Outgoing missionaries of the Episcopal Church discussed intensively the Windsor Report during their recent orientation before mission service.
The discussions were prompted by the missionaries' call to minister in regions of the Anglican Communion where many Anglicans remain puzzled and angry about the 2003 General Convention's decisions about the election of Bishop Gene Robinson and the exploration of blessing same-sex unions.

"Missionaries best exemplify the Anglican Communion because they cross borders to be in relationship with others," said the Rev. Jane Butterfield, who slated a discussion of the Lambeth Commission on Communion report at the orientation session here.
Butterfield, mission personnel officer of the Episcopal Church, joined the Rev. James Lemler, the new director of mission for the Episcopal Church, and the Very Rev. Titus Presler, seminary dean and former chair of the Standing Commission on World Mission, in discussing the Windsor Report with 20 missionaries-to-be during the January orientation program on the campus of the Episcopal Seminary of the Southwest.

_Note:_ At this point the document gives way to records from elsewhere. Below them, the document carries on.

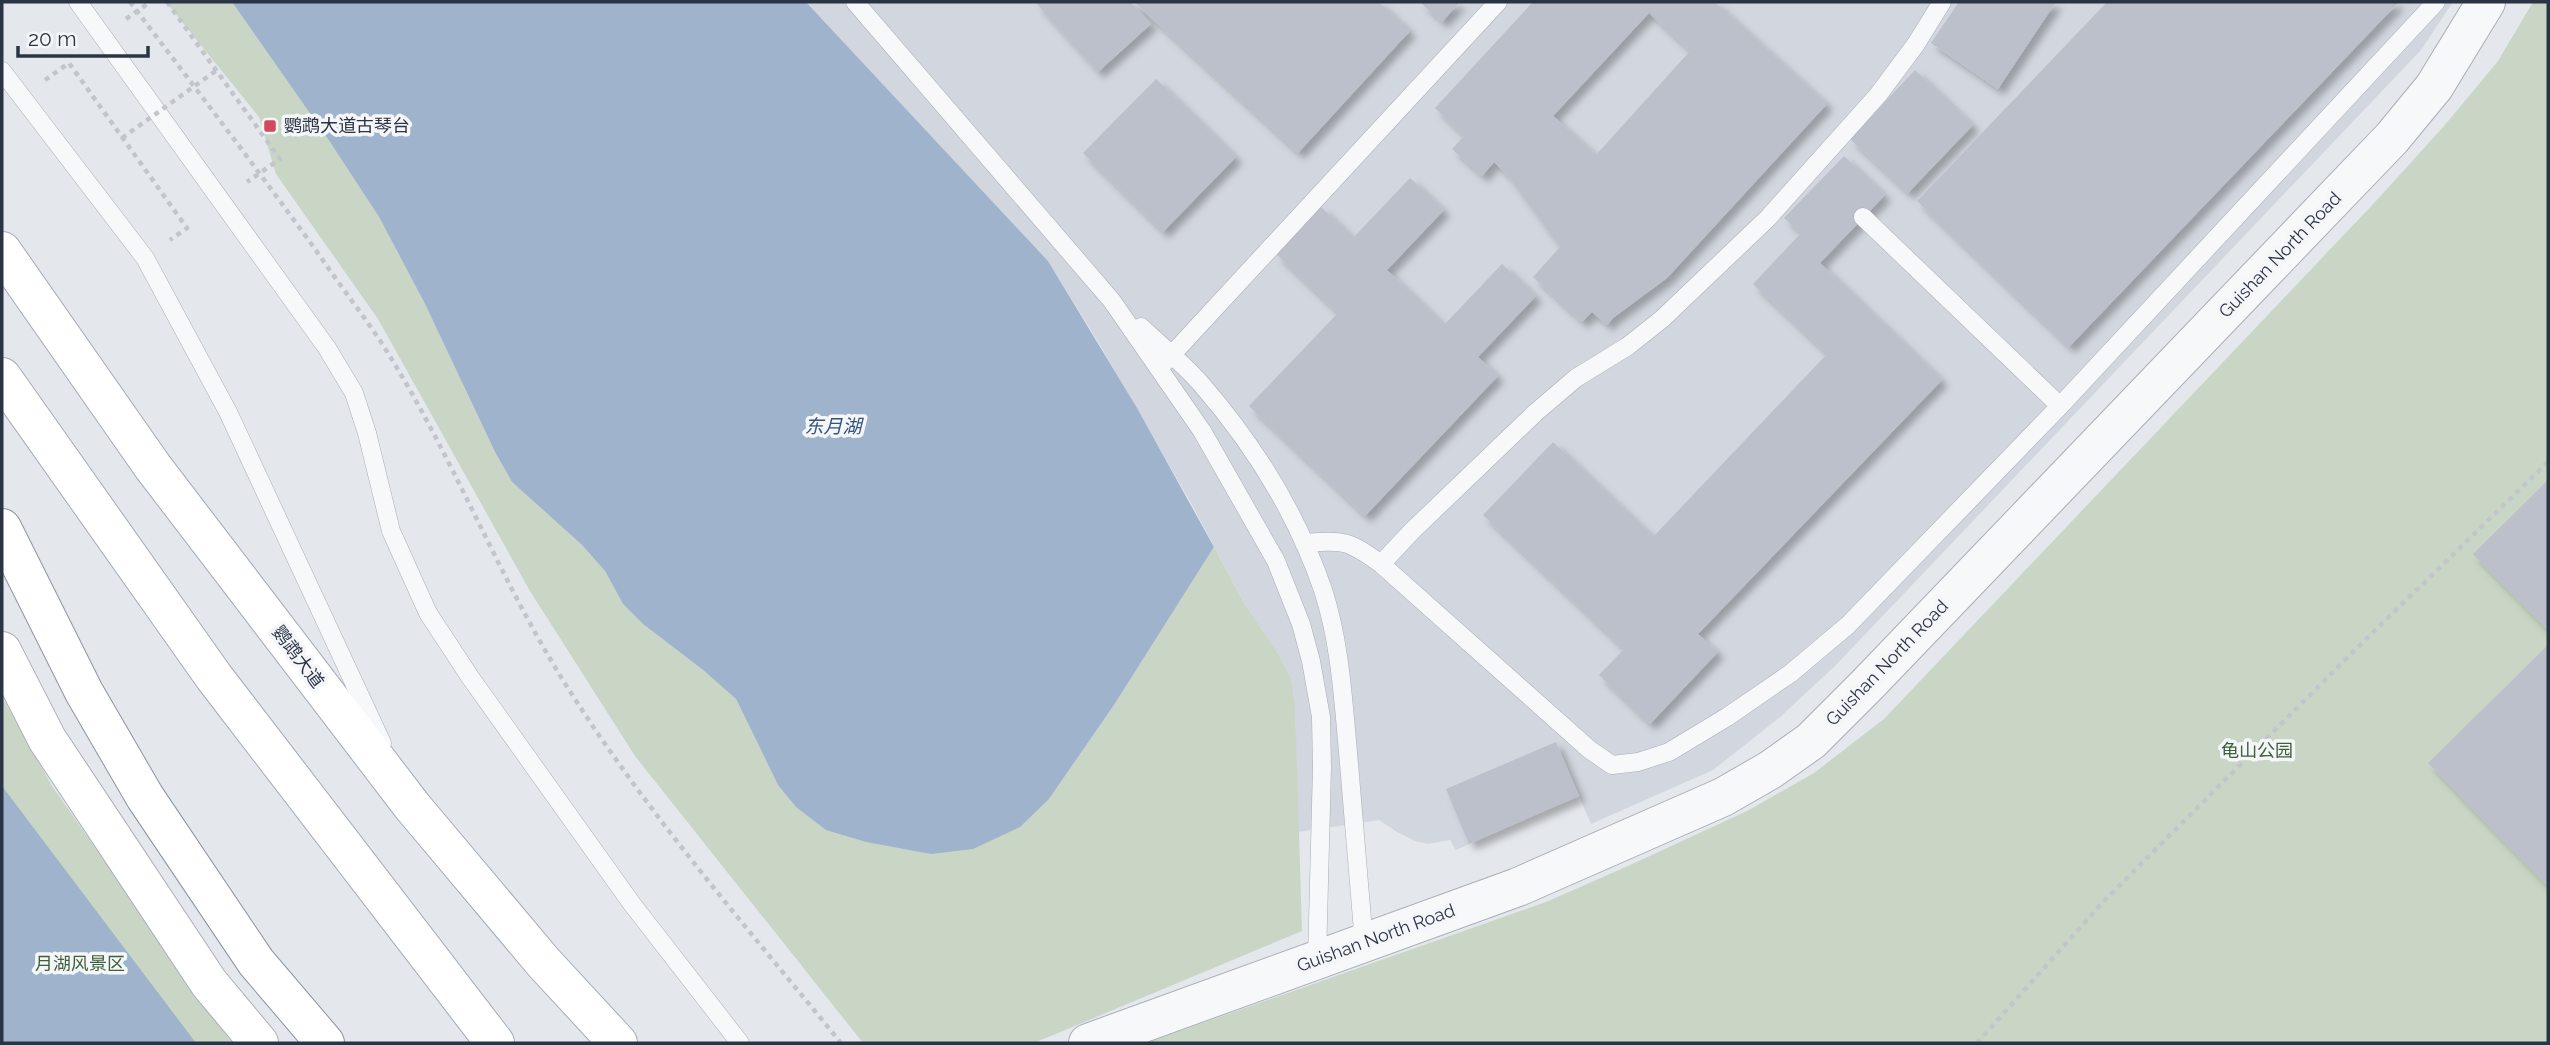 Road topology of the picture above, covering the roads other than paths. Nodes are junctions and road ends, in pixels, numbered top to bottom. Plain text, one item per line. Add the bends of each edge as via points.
1 (78, 2) edge
2 (855, 2) edge
3 (1499, 2) edge
4 (1942, 2) edge
5 (2436, 2) edge
6 (2486, 2) edge
7 (2, 71) edge
8 (1863, 217) dead end
9 (2, 251) edge
10 (1165, 361) junction
11 (2, 377) edge
12 (2060, 406) junction
13 (2, 528) edge
14 (1304, 542) junction
15 (1381, 564) junction
16 (2, 651) edge
17 (412, 806) junction
18 (1364, 943) junction
19 (1317, 960) junction
20 (259, 1043) edge
21 (324, 1043) edge
22 (495, 1043) edge
23 (618, 1043) edge
24 (740, 1043) edge
25 (1088, 1043) edge

1 - 24 lane via 327,348 354,393 391,531 428,613 632,904
2 - 10 lane
3 - 10 lane
4 - 15 lane via 1916,44 1817,173 1662,318 1535,413
5 - 12 lane
6 - 18 street, Guishan North Road via 2434,87 2392,138 1811,741 1723,797 1518,887
7 - 17 lane via 145,258 228,412
8 - 12 lane
9 - 17 main road, 鹦鹉大道 via 153,467
10 - 14 lane via 1201,383 1255,453
10 - 19 lane via 1276,561 1311,661 1321,717
11 - 22 main road via 214,677
12 - 15 lane via 1839,633 1727,717 1669,752 1639,762 1612,765 1590,750
13 - 21 main road via 90,703 145,797 256,962
14 - 15 lane via 1339,540
14 - 18 lane via 1323,591 1340,674
16 - 20 main road via 47,739 209,983
17 - 23 main road, 鹦鹉大道
18 - 19 street, Guishan North Road
19 - 25 street, Guishan North Road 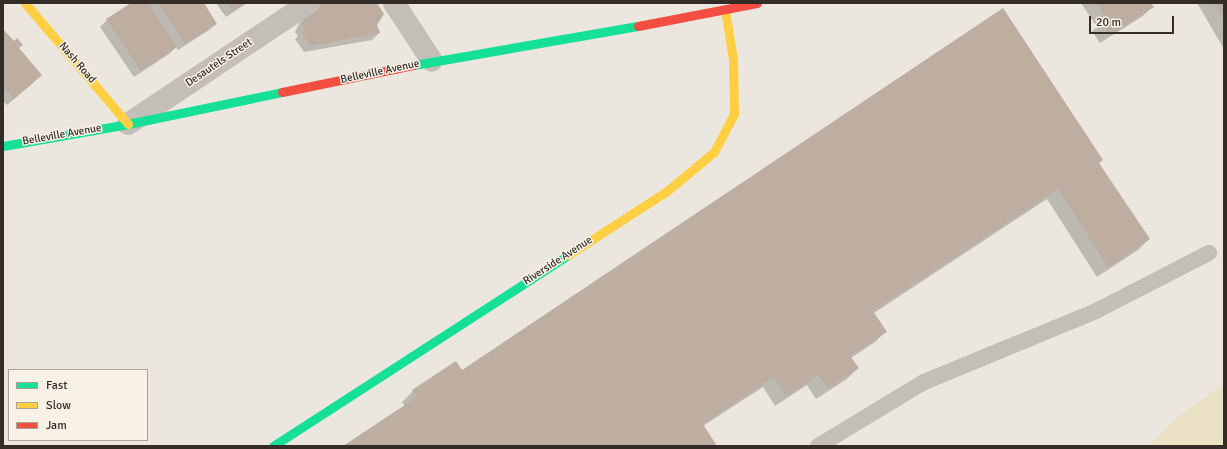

"You will be the first outgoing missionaries to have the Windsor Report when you leave for your assignment," said Dean Presler. "The report is very important in many provinces you're headed to, and the issues are emotional for all. Mission is relational and inter-Anglican relations have been deeply affected by the current tensions."
Presler urged the missionaries to "work intensively through the many issues yourselves and with others, practice the art of listening and aim for fruitful dialogue." He called for "a high quality of discourse" and cautioned against saying "hurtful things to those with whom you disagree."

"We're living in a time of whitewater change in the world and in the church, and leadership requires learning," declared Lemler. "This is a crucial moment in the history of the Episcopal Church, and we should use the Windsor Report to strengthen mission." Saying he brings urgency and hopefulness to his new ministry, Lemler encouraged the missionaries to explore the themes of "Companions in Transformation," the world mission vision statement that the 2003 General Convention commended to the church for study.

Dean Presler and two Episcopal bishops -- the Rt. Revs. Theodore Daniels, of Texas, and John Lipscomb, of Southwest Florida -- traveled to three provinces in East Africa last summer for "candid and substantive" talks with church leaders about the turmoil in the Anglican Communion. Details of the journey.

Despite the controversy, no Anglican province or diocese has asked the Episcopal Church's Domestic and Foreign Missionary Society to recall missionaries or stop sending new ones, Butterfield said. More than 90 missionaries currently serve in 36 countries throughout the world. Many companion diocese relationships remain strong amid the current tensions, she said.

After being commissioned at the conclusion of the third annual orientation program held at the Seminary of the Southwest, the 20 new missionaries -- ranging in age from the 20s to the 60s -- will go to mission sites in Brazil, China, El Salvador, Honduras, Kenya, Panama, Rwanda, South Africa, Spain, Sudan, Syria, Taiwan, Tanzania and other African countries. The group includes nine members of the Young Adult Service Corps (YASC) and several clergy.

Buttressed by two weeks of discussions of scripture, mission theology, cultural dynamics, evangelism, interfaith relations, medical needs, financial issues and security issues, and living a missionary identity, the new missionaries have learned the importance of another skill -- listening.

"The General Convention's decisions were made without enough discussion with the larger Anglican Communion," said Wesley Fletcher, a young adult from West Texas who served in Uganda and assists in coordinating the YASC program. "So now we have to discuss it. It seems simplistic to say this - but it isn't," she said.